Working With Data in Hanami

As mentioned earlier, in Hanami, entities, repositories, and relations make up what we call the data layer.

“Relations” define how data is fetched from the database. You would also define scopes and other database-specific queries in relations.

“Repositories”, however, are database-agnostic. They mediate between entities and relations.

An “entity” is where you define domain-specific logic.

After this very condensed overview of the Hanami data layer, let’s continue with creating some data for our app.

We could manually create migration files, but since we have access to the awesome Hanami CLI generator (although it has limited functionality for now), let’s use it to create a migration that will be used to create the blogs table for our app.

The other reason we want to create migrations using the CLI, other than convenience, is because we want the timestamps applied automatically.

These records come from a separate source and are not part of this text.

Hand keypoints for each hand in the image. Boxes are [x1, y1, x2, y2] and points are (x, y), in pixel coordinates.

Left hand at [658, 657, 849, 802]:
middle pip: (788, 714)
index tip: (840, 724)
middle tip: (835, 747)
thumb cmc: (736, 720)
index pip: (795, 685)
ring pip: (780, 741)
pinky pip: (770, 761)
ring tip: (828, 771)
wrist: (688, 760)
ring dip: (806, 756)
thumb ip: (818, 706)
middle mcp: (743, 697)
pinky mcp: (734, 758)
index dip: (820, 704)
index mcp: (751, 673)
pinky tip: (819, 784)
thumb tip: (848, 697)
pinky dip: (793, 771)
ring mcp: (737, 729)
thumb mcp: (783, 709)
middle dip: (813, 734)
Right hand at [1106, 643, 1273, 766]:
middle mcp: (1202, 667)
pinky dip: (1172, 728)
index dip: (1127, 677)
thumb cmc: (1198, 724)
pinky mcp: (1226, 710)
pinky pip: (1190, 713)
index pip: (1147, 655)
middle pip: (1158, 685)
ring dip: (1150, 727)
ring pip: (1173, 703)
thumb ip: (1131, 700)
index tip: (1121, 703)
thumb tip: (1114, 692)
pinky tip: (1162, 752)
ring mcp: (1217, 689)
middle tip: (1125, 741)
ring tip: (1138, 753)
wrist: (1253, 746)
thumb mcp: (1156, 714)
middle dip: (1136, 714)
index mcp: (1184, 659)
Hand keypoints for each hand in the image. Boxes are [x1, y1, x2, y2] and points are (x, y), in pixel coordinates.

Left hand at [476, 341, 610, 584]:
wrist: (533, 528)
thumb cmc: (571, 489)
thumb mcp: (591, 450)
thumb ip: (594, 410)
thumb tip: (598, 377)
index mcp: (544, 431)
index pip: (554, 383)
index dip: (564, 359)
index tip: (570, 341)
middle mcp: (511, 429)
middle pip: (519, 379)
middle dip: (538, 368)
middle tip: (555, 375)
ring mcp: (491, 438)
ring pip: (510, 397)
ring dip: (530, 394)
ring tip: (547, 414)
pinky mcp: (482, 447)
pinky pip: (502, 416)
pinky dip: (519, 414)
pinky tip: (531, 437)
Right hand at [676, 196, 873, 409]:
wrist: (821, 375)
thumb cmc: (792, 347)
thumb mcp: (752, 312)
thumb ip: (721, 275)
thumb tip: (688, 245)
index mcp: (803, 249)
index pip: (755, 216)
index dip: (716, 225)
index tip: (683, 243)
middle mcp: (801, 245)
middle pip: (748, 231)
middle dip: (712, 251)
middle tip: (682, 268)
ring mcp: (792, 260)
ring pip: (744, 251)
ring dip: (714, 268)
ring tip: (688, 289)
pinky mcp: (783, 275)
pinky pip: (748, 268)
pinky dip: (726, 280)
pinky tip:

hanami db create_migration blogs

This creates a migration under the db folder. For now, this file is a bit empty and rather useless to us. Edit it as follows:

# frozen_string_literal: true

ROM::SQL.migration do
  change do
    create_table(:blogs) do
      primary_key :id
      column :title, String 
      column :body, String 

      column :created_at, DateTime, null: false
      column :updated_at, DateTime, null: false
    end
  end
end

Then apply the migration to create the blogs table.

hanami db migrate

For the purposes of our very simple blog app, we will seed the table with some data.

Find the seeds file (under the db folder) and edit it accordingly.

# Seeds

# create some blogs
blogs = Main::Container['application.persistence.repositories.blogs']

20.times do |i|
    blogs.create(title: "Blog no.#{i}", body: "This is blog no. #{i}", created_at: Time.now, updated_at: Time.now)
end

Then run it:

hanami db seed

With that, we should now have a few blog posts to work with.